I think you're the one who missed the point. It's been a truism for decades that race doesn't have very much weight (for lack of a better term) with regards to what makes a character notable, at least insofar as what's on their character sheet goes. (I know this isn't a very concrete example, but I have a vague memory of an NPC book - 3E's Enemies and Allies maybe? - which said something to the effect of "if you want to change the races of any of these characters, it's pretty easy; just modify the ability scores and one or two other, altogether minor things.") Aspects such as class, level, and gear are far more salient; sure, you can play up your character's race, but the importance of that in system-immanent terms is modest at best.
If all race is, is a +2 or a -1 to certain scores, then yeah, it isn't even worth discussing.
I happen to usually see it as more than that. Like the Elven inability to sleep, or dwarven resistance to toxins, or in more modern versions, the infernal magic of Tielflings.

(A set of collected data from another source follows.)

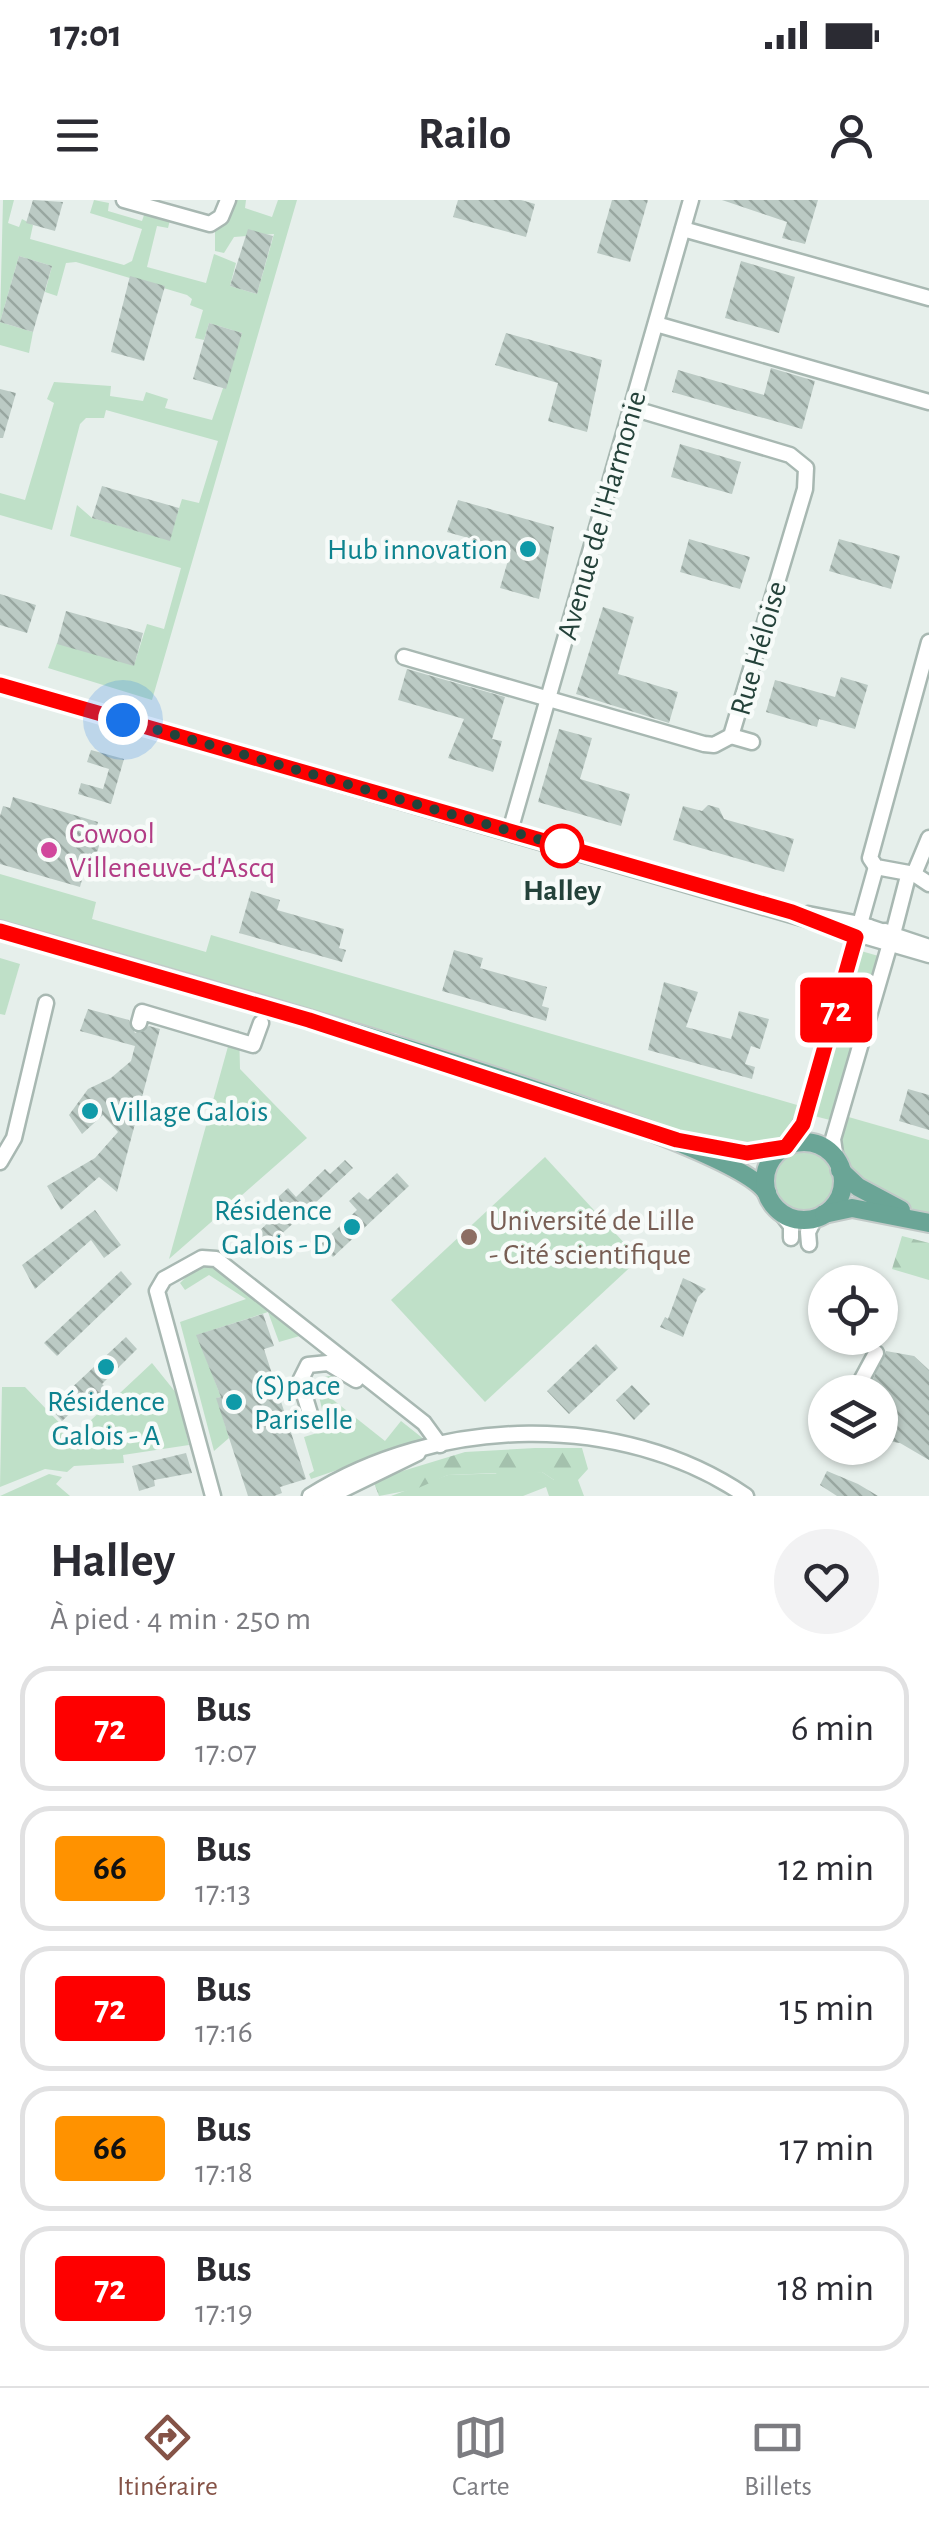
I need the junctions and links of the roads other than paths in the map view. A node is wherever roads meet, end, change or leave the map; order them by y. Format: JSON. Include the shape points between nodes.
{"nodes":[{"id":1,"x":124,"y":200,"type":"edge"},
{"id":2,"x":228,"y":200,"type":"edge"},
{"id":3,"x":692,"y":200,"type":"edge"},
{"id":4,"x":684,"y":229,"type":"junction"},
{"id":5,"x":929,"y":298,"type":"edge"},
{"id":6,"x":656,"y":324,"type":"junction"},
{"id":7,"x":929,"y":402,"type":"edge"},
{"id":8,"x":632,"y":408,"type":"junction"},
{"id":9,"x":929,"y":642,"type":"edge"},
{"id":10,"x":404,"y":657,"type":"dead end"},
{"id":11,"x":0,"y":685,"type":"edge"},
{"id":12,"x":548,"y":699,"type":"junction"},
{"id":13,"x":730,"y":736,"type":"junction"},
{"id":14,"x":752,"y":742,"type":"dead end"},
{"id":15,"x":510,"y":831,"type":"junction"},
{"id":16,"x":929,"y":838,"type":"edge"},
{"id":17,"x":876,"y":867,"type":"junction"},
{"id":18,"x":911,"y":875,"type":"junction"},
{"id":19,"x":929,"y":884,"type":"edge"},
{"id":20,"x":862,"y":929,"type":"junction"},
{"id":21,"x":0,"y":930,"type":"edge"},
{"id":22,"x":889,"y":937,"type":"junction"},
{"id":23,"x":929,"y":947,"type":"edge"},
{"id":24,"x":929,"y":955,"type":"edge"},
{"id":25,"x":46,"y":1004,"type":"dead end"},
{"id":26,"x":139,"y":1023,"type":"dead end"},
{"id":27,"x":261,"y":1023,"type":"dead end"},
{"id":28,"x":677,"y":1140,"type":"junction"},
{"id":29,"x":783,"y":1149,"type":"junction"},
{"id":30,"x":0,"y":1162,"type":"edge"},
{"id":31,"x":838,"y":1165,"type":"junction"},
{"id":32,"x":767,"y":1193,"type":"junction"},
{"id":33,"x":782,"y":1213,"type":"junction"},
{"id":34,"x":820,"y":1216,"type":"junction"},
{"id":35,"x":929,"y":1222,"type":"edge"},
{"id":36,"x":792,"y":1238,"type":"dead end"},
{"id":37,"x":810,"y":1244,"type":"dead end"},
{"id":38,"x":312,"y":1420,"type":"dead end"},
{"id":39,"x":437,"y":1440,"type":"junction"},
{"id":40,"x":423,"y":1449,"type":"junction"},
{"id":41,"x":213,"y":1496,"type":"edge"},
{"id":42,"x":310,"y":1496,"type":"edge"},
{"id":43,"x":330,"y":1496,"type":"edge"},
{"id":44,"x":746,"y":1496,"type":"edge"}],
"edges":[{"from":1,"to":2,"type":"street","via":[[210,224],[222,217]]},
{"from":3,"to":4,"type":"street","name":"Avenue de l'Harmonie"},
{"from":4,"to":5,"type":"street"},
{"from":4,"to":6,"type":"street","name":"Avenue de l'Harmonie"},
{"from":6,"to":7,"type":"street"},
{"from":6,"to":8,"type":"street","name":"Avenue de l'Harmonie"},
{"from":8,"to":12,"type":"street","name":"Avenue de l'Harmonie"},
{"from":8,"to":13,"type":"street","name":"Rue Héloise","via":[[790,455],[806,468]]},
{"from":9,"to":17,"type":"street","via":[[870,858]]},
{"from":10,"to":12,"type":"street","name":"Rue Héloise"},
{"from":11,"to":15,"type":"street"},
{"from":12,"to":13,"type":"street","name":"Rue Héloise","via":[[704,744]]},
{"from":12,"to":15,"type":"street","name":"Avenue de l'Harmonie"},
{"from":13,"to":14,"type":"street"},
{"from":15,"to":20,"type":"street"},
{"from":16,"to":18,"type":"street"},
{"from":17,"to":18,"type":"street"},
{"from":17,"to":20,"type":"street"},
{"from":18,"to":19,"type":"street"},
{"from":18,"to":22,"type":"street"},
{"from":20,"to":22,"type":"street"},
{"from":20,"to":29,"type":"street","via":[[806,1118]]},
{"from":21,"to":28,"type":"main road","via":[[309,1020]]},
{"from":22,"to":23,"type":"street"},
{"from":22,"to":24,"type":"street"},
{"from":22,"to":31,"type":"street","via":[[832,1138]]},
{"from":25,"to":30,"type":"street","via":[[14,1138]]},
{"from":26,"to":27,"type":"street","via":[[142,1012],[253,1045]]},
{"from":28,"to":29,"type":"main road","via":[[739,1152]]},
{"from":28,"to":32,"type":"main road","via":[[747,1172]]},
{"from":29,"to":31,"type":"main road","via":[[816,1145]]},
{"from":29,"to":32,"type":"main road","via":[[768,1167]]},
{"from":31,"to":34,"type":"main road","via":[[840,1195]]},
{"from":31,"to":35,"type":"main road","via":[[868,1194]]},
{"from":32,"to":33,"type":"main road"},
{"from":33,"to":34,"type":"main road"},
{"from":33,"to":36,"type":"street"},
{"from":34,"to":35,"type":"main road","via":[[852,1208]]},
{"from":34,"to":37,"type":"street","via":[[808,1232]]},
{"from":38,"to":39,"type":"street","via":[[300,1381],[317,1362],[344,1371]]},
{"from":39,"to":40,"type":"street"},
{"from":39,"to":41,"type":"street","via":[[216,1259],[202,1258],[164,1279],[157,1291]]},
{"from":39,"to":44,"type":"street","via":[[526,1434],[619,1443],[685,1464]]},
{"from":40,"to":42,"type":"street","via":[[358,1470]]},
{"from":40,"to":43,"type":"street"}]}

The idea that D&D would have to "adapt or die" if it hadn't had Tolkien-style demihuman PCs similarly strikes me as unlikely. The game established its brand identity early on, attaining a death grip on its market niche that it's never really lost (though there have certainly been periods where it waxed and waned). It wouldn't have died for want of halflings.
Really?
Let me propose it this way.
Game #1 allows you to play a human in a fantasy world, fighting demons, dragons, and other forces of supernatural evil.
Game #2 allows you play a human in a fantasy world, fighting demons, dragons, and other forces of supernatural evil. Or, you could play as any of five other races.
Which game, assuming their mechanics are equally well-designed, do you think would do better?
Look up "traditional DnD party" and you get images like this
You would have to try pretty hard to find a "classic" DnD party that is all humans. Part of why DnD grabbed the Niche it did and was so successful, was because they offered a variety of options for people to play as. It wasn't just wizard, fighter, cleric, rogue, it was also elf, dwarf, human, and halfling.
The very fact that mono-race parties are the exception, seems to point to that as well. If they didn't have halflings, and someone else did? Yeah, DnD might not have made it. After all, some of the DnD clones that came out around the same time didn't have races other than human. And they did fail.